Judge appoints new selectmen after Kensington board quitsBy JASON SCHREIBER
Union Leader Correspondent
September 15. 2018 11:52PM
KENSINGTON — Town employees were expecting to be paid on time Friday after a judge appointed two new selectmen following this week’s resignation of the entire board of selectmen.
Rockingham County Superior Court Judge Andrew Schulman appeared uncomfortable with appointing selectmen himself because the positions are elected, but he stressed that he had no choice and that the law allows a judge to take such action in an emergency.
“We’re short-circuiting that (democratic) process here and I’m very sensitive to that,” Schulman said during a hearing Friday morning.
The town moved quickly to fill two of three vacancies because selectmen are responsible for authorizing paychecks to town employees and for making sure other town bills are paid.
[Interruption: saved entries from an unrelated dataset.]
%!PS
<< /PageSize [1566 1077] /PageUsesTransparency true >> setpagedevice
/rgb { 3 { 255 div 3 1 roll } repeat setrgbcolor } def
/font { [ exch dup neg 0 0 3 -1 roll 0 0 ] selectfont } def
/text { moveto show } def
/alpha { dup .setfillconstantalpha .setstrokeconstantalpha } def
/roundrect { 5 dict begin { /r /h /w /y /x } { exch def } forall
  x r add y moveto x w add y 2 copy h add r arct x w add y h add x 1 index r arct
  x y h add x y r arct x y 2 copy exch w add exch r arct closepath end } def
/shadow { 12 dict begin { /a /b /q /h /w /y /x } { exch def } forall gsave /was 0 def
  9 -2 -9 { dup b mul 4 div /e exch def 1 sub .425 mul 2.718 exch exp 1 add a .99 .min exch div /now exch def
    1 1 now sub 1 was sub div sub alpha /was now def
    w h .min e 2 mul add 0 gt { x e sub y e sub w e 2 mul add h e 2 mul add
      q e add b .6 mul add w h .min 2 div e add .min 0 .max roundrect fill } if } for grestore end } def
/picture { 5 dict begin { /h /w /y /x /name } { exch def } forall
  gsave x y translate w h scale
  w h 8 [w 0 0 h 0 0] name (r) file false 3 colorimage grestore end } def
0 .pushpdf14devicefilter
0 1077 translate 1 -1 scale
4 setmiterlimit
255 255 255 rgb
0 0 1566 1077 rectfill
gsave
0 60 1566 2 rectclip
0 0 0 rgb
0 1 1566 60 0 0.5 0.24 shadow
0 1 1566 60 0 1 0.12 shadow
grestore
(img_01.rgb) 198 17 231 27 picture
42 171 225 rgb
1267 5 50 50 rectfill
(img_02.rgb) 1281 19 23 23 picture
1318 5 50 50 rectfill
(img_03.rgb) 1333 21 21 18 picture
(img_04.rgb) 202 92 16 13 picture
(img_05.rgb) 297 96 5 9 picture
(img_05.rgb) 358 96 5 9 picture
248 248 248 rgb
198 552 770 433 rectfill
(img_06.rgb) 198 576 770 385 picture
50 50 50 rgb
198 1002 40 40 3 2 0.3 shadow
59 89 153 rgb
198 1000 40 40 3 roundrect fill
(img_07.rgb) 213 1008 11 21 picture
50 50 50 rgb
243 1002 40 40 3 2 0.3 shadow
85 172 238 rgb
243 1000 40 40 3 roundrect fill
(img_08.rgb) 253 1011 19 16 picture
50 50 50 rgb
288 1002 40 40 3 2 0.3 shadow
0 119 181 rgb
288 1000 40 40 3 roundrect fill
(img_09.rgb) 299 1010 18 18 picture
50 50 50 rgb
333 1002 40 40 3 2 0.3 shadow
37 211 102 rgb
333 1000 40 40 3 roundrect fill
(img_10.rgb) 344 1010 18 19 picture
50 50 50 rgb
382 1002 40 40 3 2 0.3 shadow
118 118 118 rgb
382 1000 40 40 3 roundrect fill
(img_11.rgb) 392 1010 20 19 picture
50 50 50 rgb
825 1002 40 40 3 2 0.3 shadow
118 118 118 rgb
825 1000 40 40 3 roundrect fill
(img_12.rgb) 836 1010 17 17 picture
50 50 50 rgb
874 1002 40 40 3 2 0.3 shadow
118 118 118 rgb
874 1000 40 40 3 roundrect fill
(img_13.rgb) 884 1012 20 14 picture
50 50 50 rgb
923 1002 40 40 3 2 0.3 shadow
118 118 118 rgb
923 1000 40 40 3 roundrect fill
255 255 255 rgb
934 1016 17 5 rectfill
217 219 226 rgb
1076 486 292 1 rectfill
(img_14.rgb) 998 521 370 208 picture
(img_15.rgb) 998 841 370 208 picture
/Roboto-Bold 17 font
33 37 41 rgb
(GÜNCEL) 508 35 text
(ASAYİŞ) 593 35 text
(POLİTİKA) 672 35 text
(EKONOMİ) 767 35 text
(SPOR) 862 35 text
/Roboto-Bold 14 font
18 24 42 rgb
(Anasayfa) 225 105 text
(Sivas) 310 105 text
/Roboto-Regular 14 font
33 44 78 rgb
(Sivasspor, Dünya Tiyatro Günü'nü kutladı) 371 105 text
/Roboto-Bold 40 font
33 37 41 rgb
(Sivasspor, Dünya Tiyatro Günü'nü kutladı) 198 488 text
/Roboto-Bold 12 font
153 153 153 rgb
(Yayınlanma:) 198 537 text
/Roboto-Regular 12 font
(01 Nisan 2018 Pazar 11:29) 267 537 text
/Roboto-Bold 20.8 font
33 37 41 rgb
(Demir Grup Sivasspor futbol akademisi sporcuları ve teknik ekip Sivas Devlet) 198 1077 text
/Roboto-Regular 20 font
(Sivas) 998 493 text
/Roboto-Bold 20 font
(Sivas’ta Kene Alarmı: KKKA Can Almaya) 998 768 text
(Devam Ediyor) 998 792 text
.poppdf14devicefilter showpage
Former members Norman DeBoisbriand, Robert Wadleigh and Linda Blood resigned following three months of contentious debate and accusations from a group of residents who attended meetings and took aim at them on social media.
With no selectmen in place, Town Moderator Harold Bragg filed an emergency petition asking the Superior Court to appoint former Selectman Michael Schwotzer and Benjamin Cole, who served on the school board until he resigned Wednesday in anticipation of being named a selectman.
According to state officials, this is only the second time a New Hampshire town has been forced to ask a judge to appoint selectmen because the entire board resigned.
The precedent was set in 2015 when a Grafton County Superior Court appointed two selectmen in Orange.
Cole and Schwotzer were sworn in immediately following Friday’s hearing and were expected to head to town hall to sign off on paychecks that were scheduled to be issued Friday.
The two selectmen will hold their first meeting on Sept. 24 and are expected to begin accepting recommendations to appoint a third selectman to create a full board until March.
Schulman approved the appointments after they spoke about their qualifications and heard no opposition from any residents.
He also made it clear that the appointments should be considered temporary as a way to “keep the lights on” until voters can elect a new board in March.
Schulman told Cole and Schwotzer that they need to keep the town running, but encouraged them not to take up any big projects between now and the March elections.
“I really see myself as a caretaker,” Schwotzer said.